Photography And Half-Thoughts By Mitchell Hegman

...because some of it is pretty and some of it is not.

Monday, May 17, 2021

Along the Creek

After helping my brother-in-law load his truck with cordwood sawn from two previously felled trees along the meadow at my cabin property, I wandered about in the sunshine.  I appreciate the sun this time of year.  Full sunlight is pleasant in the month of May.  It feels like a warm cheek pressed against me.

In my wandering, I found a small patch of snow still reaming on the shadow-held side of my cabin.  Maybe not so surprising a swatch remains when you consider how snow, shed from the cabin roof, reaches a depth of five or six feet by late winter.

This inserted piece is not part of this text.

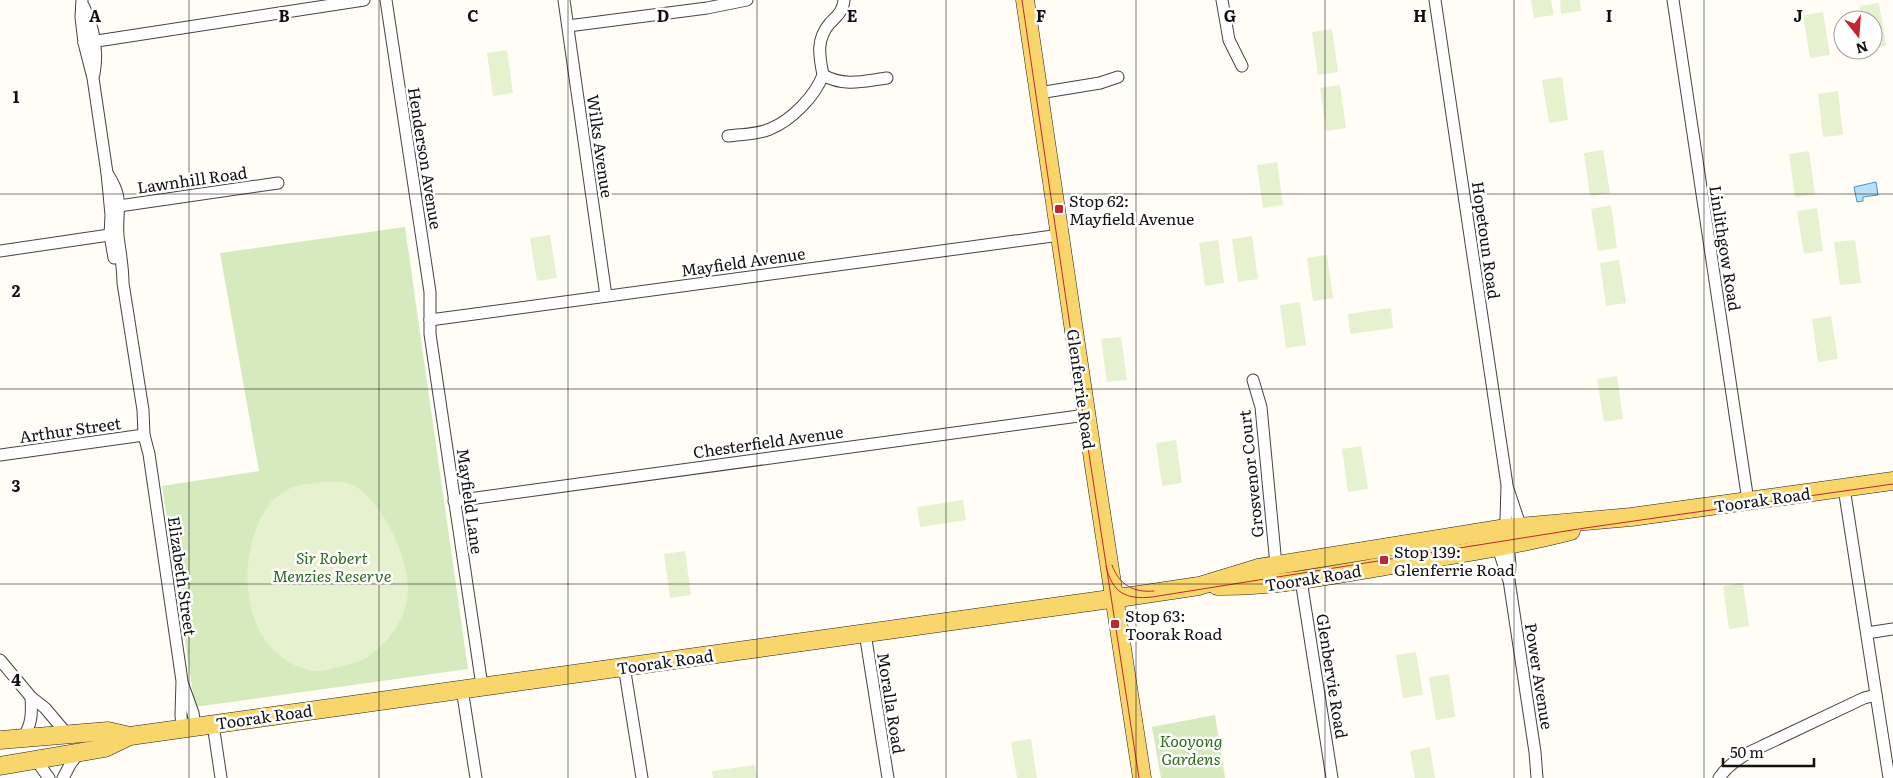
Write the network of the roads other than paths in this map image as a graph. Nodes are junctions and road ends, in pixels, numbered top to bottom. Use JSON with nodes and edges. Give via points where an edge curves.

I also found slews of glacier lilies where the sun has had time to poke around with the most urgency.   The lilies are pretty but exceedingly hardy specimens.  They are capable of shouldering up through snow if called to do so.

My walk along the creek was most interesting.  The beavers have been active this spring.  They constructed a series of small dams in the upper half of my meadow.  The dams have created calm terraces of water in many places.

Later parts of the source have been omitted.